Task to carry out: Nothing but the records, transcribed verbatim and stripped of images, should appear in the answer.

▼

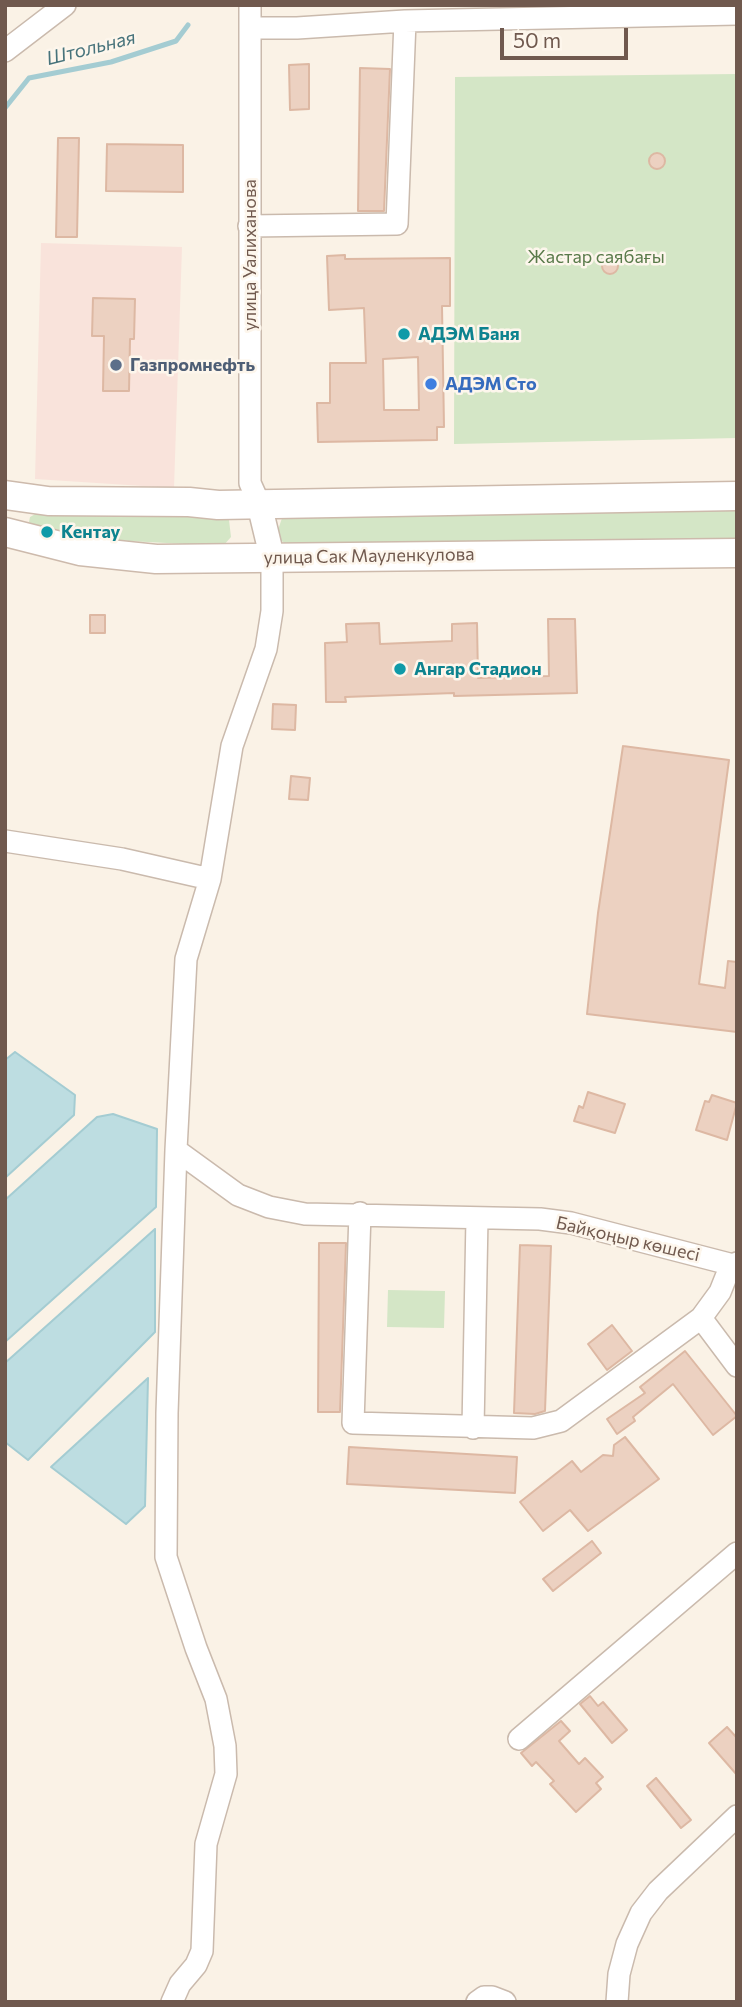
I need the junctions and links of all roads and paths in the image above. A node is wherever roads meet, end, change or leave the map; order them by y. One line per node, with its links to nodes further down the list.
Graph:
1 (65, 5): 6 (street)
2 (250, 5): 5 (street, улица Уалиханова)
3 (734, 11): 4 (street)
4 (405, 21): 5 (street); 7 (street)
5 (250, 28): 7 (street, улица Уалиханова)
6 (5, 51)
7 (249, 226): 10 (street, улица Уалиханова)
8 (5, 495): 10 (main road)
9 (737, 496): 10 (main road)
10 (259, 503): 13 (street)
11 (5, 531): 13 (main road, улица Сак Мауленкулова)
12 (737, 553): 13 (main road, улица Сак Мауленкулова)
13 (272, 557): 15 (street)
14 (5, 841): 15 (street)
15 (210, 879): 16 (street)
16 (176, 1150): 17 (street, Байқоңыр көшесі); 26 (street)
17 (360, 1213): 18 (street, Байқоңыр көшесі); 22 (street)
18 (477, 1218): 19 (street, Байқоңыр көшесі); 22 (street)
19 (737, 1265): 20 (street)
20 (701, 1318): 21 (street); 22 (street)
21 (737, 1366)
22 (473, 1428)
23 (737, 1553): 24 (street)
24 (519, 1739)
25 (737, 1816): 29 (street)
26 (172, 2002)
27 (477, 2002): 28 (street)
28 (505, 2002)
29 (617, 2002)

▲

Answer for this exercise:
I need the junctions and links of all roads and paths in the image above. A node is wherever roads meet, end, change or leave the map; order them by y. One line per node, with its links to nodes further down the list.
Graph:
1 (65, 5): 6 (street)
2 (250, 5): 5 (street, улица Уалиханова)
3 (734, 11): 4 (street)
4 (405, 21): 5 (street); 7 (street)
5 (250, 28): 7 (street, улица Уалиханова)
6 (5, 51)
7 (249, 226): 10 (street, улица Уалиханова)
8 (5, 495): 10 (main road)
9 (737, 496): 10 (main road)
10 (259, 503): 13 (street)
11 (5, 531): 13 (main road, улица Сак Мауленкулова)
12 (737, 553): 13 (main road, улица Сак Мауленкулова)
13 (272, 557): 15 (street)
14 (5, 841): 15 (street)
15 (210, 879): 16 (street)
16 (176, 1150): 17 (street, Байқоңыр көшесі); 26 (street)
17 (360, 1213): 18 (street, Байқоңыр көшесі); 22 (street)
18 (477, 1218): 19 (street, Байқоңыр көшесі); 22 (street)
19 (737, 1265): 20 (street)
20 (701, 1318): 21 (street); 22 (street)
21 (737, 1366)
22 (473, 1428)
23 (737, 1553): 24 (street)
24 (519, 1739)
25 (737, 1816): 29 (street)
26 (172, 2002)
27 (477, 2002): 28 (street)
28 (505, 2002)
29 (617, 2002)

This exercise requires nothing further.